1er mai à Paris : symptômes d’un mouvement social en tensions

Environ 25 000 personnes se sont rendues à Paris ce samedi 1er mai pour la journée de fête des travailleurs et des travailleuses, ayant à coeur malgré la crise sanitaire de symboliser leur opposition au gouvernement Macron et de passer un message fort à l’ennemi de classe. Hélas, sous la pression d’un maintien de l’ordre agressif, la fête a tourné court et dégénéré en affrontements intestins en fin de manifestation, entre le service d’ordre de la CGT et des membres du cortège de tête. Un épisode qui est venu ternir une journée de mobilisation toutefois réussie en contexte pandémique, qui a vu près de 170 000 personnes défiler en France.

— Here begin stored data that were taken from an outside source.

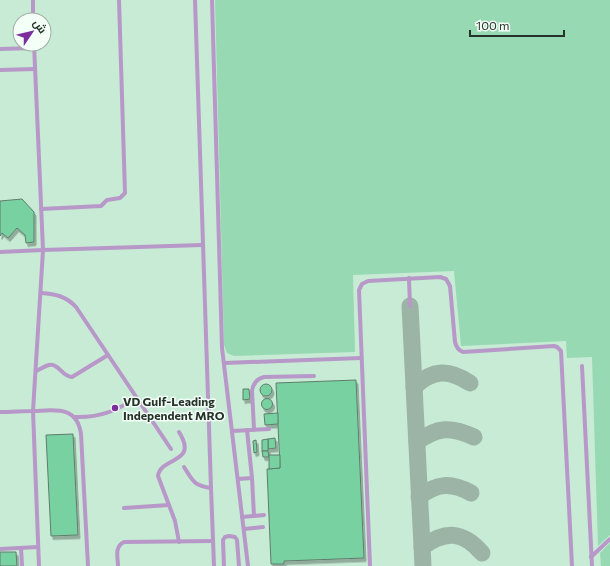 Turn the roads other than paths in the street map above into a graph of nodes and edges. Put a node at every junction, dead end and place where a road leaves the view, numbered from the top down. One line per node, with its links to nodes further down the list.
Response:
1 (33, 0): 5 (lane)
2 (119, 0): 11 (lane)
3 (195, 0): 12 (lane)
4 (212, 0): 20 (lane)
5 (33, 12)
6 (12, 48): 7 (lane)
7 (0, 49)
8 (34, 52): 9 (lane)
9 (35, 69): 10 (lane); 11 (lane)
10 (0, 70)
11 (41, 209): 13 (lane)
12 (202, 245): 13 (lane); 37 (lane)
13 (43, 250): 14 (lane); 16 (lane)
14 (0, 252)
15 (409, 278): 17 (lane); 19 (lane); 61 (lane)
16 (41, 293): 18 (lane); 22 (lane)
17 (410, 306)
18 (108, 355): 22 (lane); 24 (lane)
19 (361, 358): 20 (lane); 60 (lane)
20 (224, 363): 31 (lane)
21 (582, 366): 51 (lane)
22 (36, 370): 25 (lane)
23 (314, 376): 29 (lane)
24 (136, 397): 27 (lane); 33 (lane)
25 (33, 411): 26 (lane); 27 (lane); 48 (lane)
26 (0, 412)
27 (74, 416): 54 (lane)
28 (268, 428): 29 (lane)
29 (254, 429): 30 (lane)
30 (247, 430): 31 (lane); 35 (lane)
31 (232, 431): 36 (lane)
32 (179, 432): 38 (lane)
33 (171, 448)
34 (184, 467): 37 (lane)
35 (252, 478): 36 (lane); 41 (lane)
36 (238, 479): 42 (lane)
37 (210, 488): 46 (lane)
38 (169, 505): 39 (lane); 47 (lane)
39 (124, 508)
40 (264, 515): 41 (lane)
41 (254, 516): 42 (lane)
42 (242, 517): 44 (lane)
43 (263, 527): 44 (lane)
44 (244, 529): 59 (lane)
45 (610, 539): 51 (lane)
46 (213, 541): 47 (lane); 56 (lane)
47 (179, 542): 55 (lane)
48 (38, 547): 49 (lane); 53 (lane)
49 (21, 548): 50 (lane); 52 (lane)
50 (0, 549)
51 (591, 557): 62 (lane)
52 (22, 566)
53 (38, 566)
54 (88, 566)
55 (118, 566)
56 (214, 566)
57 (224, 566): 58 (lane)
58 (239, 566)
59 (248, 566)
60 (370, 566)
61 (572, 566)
62 (592, 566) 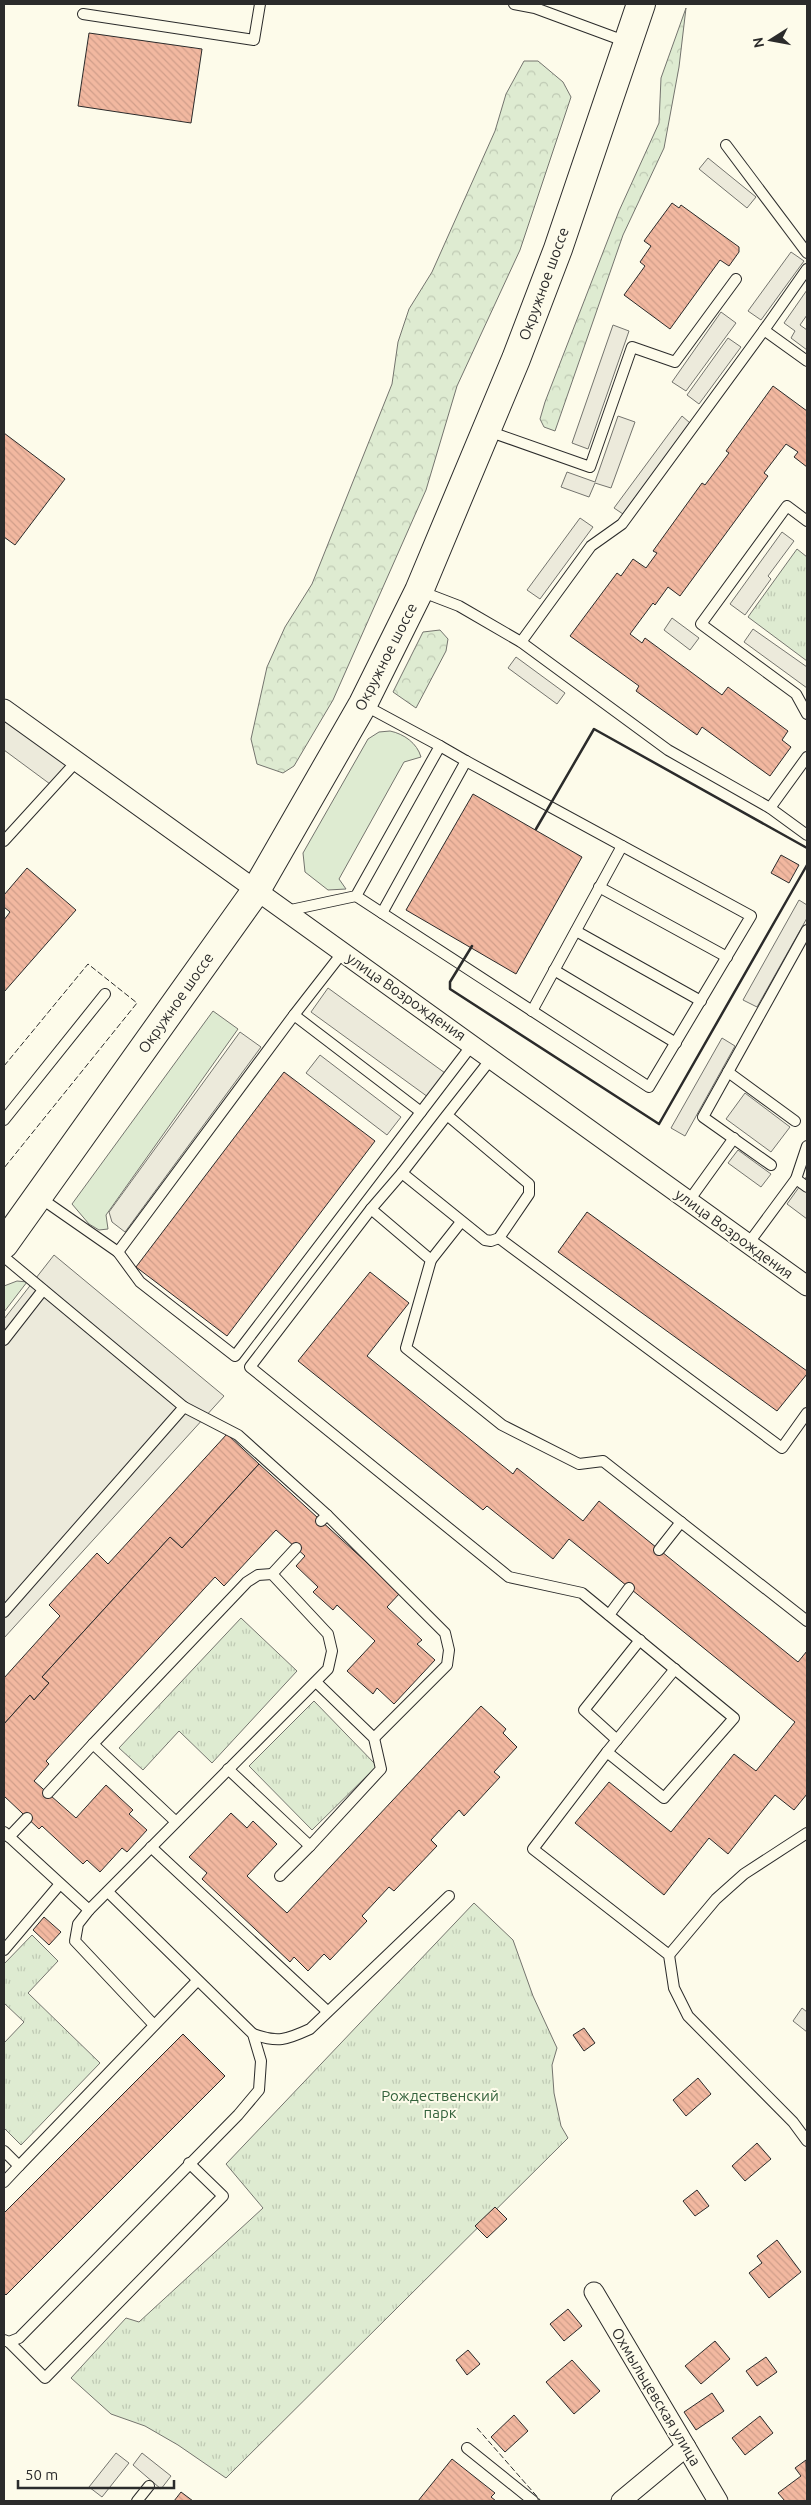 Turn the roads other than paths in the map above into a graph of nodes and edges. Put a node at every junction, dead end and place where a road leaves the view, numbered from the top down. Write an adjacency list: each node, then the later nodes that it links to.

Le scénario de ce type de tensions est désormais connu. Les forces de l’ordre, présentes massivement, tentent de distinguer et réprimer violemment le cortège de tête, provoquant le repli du cortège syndical, accusé au pire de collaboration avec la police, au mieux d’un défaut de solidarité. Ce 1er mai à Paris, les forces de l’ordre, taquinées par le cortège de tête, sont venues brutalement scinder la manifestation sur le boulevard Voltaire, exerçant leur violence et procédant à de nombreuses interpellations. Pour certain·es, le service d’ordre de la CGT aurait facilité ce travail répressif en rendant difficile à l’avant-garde de refluer vers le cortège syndical. En outre, le nassage d’une grande partie de la manifestation par les forces de l’ordre, et sa découpe brutale à coups de bonds offensifs, n’ont pu que favoriser une certaine tension générale.

On a désormais l’habitude de la formation presque systématique d’un black bloc en tête des grandes manifestations parisiennes, symbole d’une évolution de la contestation qui considère la forme traditionnelle de la manif inapte à s’inclure efficacement dans le rapport de forces avec le pouvoir. Au delà du choix de l’auto défense populaire pour faire face à une répression grandissante du mouvement social, l’usage de la violence physique ou de la dégradation matérielle répondant à la violence systémique du pouvoir vient remettre en cause de manière plus générale la vision syndicale de la lutte portée par les centrales historiques comme la CGT.

Aussi, la vision anarcho-autonome, renforcée dans ses rangs par une partie du mouvement des gilets jaunes, considère la manifestation comme un terrain d’action directe prompt à générer des faits insurrectionnels sensés faire peur au pouvoir et passer plus efficacement un message contestataire, la violence concentrant l’attention des médias sur le mouvement social. Il est aussi question de répondre à la violence policière par une résistance physique à celle-ci. Cette vision s’oppose sur le terrain depuis maintenant plusieurs décennies à l’axiome syndical, considérant l’action au sein des entreprises, la communication, la massification du mouvement social à travers l’éveil de la conscience de classe, comme éléments primordiaux de la lutte sociale : la manifestation demeure avant tout un moyen de se compter et de donner au pouvoir un aperçu de la masse contestataire, en vue de négocier les revendications portées.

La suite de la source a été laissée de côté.